Infrared Search for N-Butane and Trans-2-Butene in Titan's Atmosphere

Abstract

This dissertation constitutes a study of the possible presence of trace hydrocarbons, namely n-butane (n-C4H10) and trans-2-butene (trans-2-C4H8) in Titan’s atmosphere. These molecules, both of which bear specific connections of interest to Titan’s astrobiological potential, are predicted by photochemical models to occur at detectable abundances within Titan’s atmosphere. In spite of this, neither has been detected to date, by any means. For this work, both of these molecules were characterized in the laboratory by obtaining a comprehensive set of highresolution, infrared cross section measurements at cold temperatures appropriate for Titan. In the case of n-butane, a pseudoline list (i.e. an emipirical model of a spectral line list) which can be directly integrated into existing radiative transfer codes, was also derived. Using the NEMESIS planetary retrieval code, these results were implemented in the modeling of observations of Titan coming from Cassini CIRS and NASA IRTF in search of emissions of these molecules.
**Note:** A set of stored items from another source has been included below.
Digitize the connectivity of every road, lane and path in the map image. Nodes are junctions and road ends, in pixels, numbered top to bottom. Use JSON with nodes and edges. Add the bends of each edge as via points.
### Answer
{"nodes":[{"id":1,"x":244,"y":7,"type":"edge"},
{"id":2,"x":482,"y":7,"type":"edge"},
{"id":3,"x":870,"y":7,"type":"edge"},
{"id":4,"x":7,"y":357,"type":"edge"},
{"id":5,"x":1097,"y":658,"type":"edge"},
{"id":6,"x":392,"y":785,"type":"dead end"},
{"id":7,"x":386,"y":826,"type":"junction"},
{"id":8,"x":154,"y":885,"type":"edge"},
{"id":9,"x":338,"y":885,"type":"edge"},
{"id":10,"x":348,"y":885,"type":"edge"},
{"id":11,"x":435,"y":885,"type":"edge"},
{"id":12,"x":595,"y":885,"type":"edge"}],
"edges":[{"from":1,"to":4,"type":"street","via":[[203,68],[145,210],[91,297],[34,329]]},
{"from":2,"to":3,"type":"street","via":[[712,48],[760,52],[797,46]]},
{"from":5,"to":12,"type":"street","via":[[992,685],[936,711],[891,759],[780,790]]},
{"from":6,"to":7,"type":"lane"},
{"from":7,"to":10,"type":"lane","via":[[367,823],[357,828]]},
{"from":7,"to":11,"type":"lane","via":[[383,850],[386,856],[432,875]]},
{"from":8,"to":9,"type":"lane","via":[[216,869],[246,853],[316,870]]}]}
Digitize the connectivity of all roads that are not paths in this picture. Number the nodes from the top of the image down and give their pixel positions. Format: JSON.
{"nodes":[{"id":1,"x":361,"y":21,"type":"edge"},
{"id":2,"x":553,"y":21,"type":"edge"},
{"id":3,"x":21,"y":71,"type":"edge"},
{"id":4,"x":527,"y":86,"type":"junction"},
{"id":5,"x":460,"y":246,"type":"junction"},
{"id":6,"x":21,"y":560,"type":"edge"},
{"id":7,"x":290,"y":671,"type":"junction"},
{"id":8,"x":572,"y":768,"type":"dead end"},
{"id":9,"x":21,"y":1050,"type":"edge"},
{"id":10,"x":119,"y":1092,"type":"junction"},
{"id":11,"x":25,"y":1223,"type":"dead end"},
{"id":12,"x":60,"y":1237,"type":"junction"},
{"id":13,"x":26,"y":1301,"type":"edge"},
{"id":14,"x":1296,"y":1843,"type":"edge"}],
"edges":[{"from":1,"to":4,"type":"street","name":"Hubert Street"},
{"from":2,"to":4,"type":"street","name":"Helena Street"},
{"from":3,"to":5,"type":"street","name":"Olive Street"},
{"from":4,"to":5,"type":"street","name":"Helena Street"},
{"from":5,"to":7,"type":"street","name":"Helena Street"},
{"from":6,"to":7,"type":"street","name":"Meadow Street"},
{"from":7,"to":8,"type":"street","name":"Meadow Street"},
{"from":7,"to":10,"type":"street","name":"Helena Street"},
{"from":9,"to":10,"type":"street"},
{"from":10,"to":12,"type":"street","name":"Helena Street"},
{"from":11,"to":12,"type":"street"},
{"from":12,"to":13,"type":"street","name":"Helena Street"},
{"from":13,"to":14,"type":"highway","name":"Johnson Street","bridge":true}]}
The NASA IRTF observations were designed and calibrated to be optimized toward investigating Titan’s n-butane and trans-2-butene abundances. Ultimately, this study claims no explicit detection of either molecule. Instead, a comprehensive set of upper limits on the abundances of n-butane in Titan’s atmosphere is attained, and rough upper limits are derived for the first time for trans-2-butene. The upper limits for these molecules will be crucial in further constraining photochemical models, as a major effort is currently underway to fully add Titan’s C4 chemistry to these models. Results from this work may also provide insight into the formation of Titan’s ubiquitous hazes, clouds, and may even shed light on the composition of Titan’s unique lakes and seas.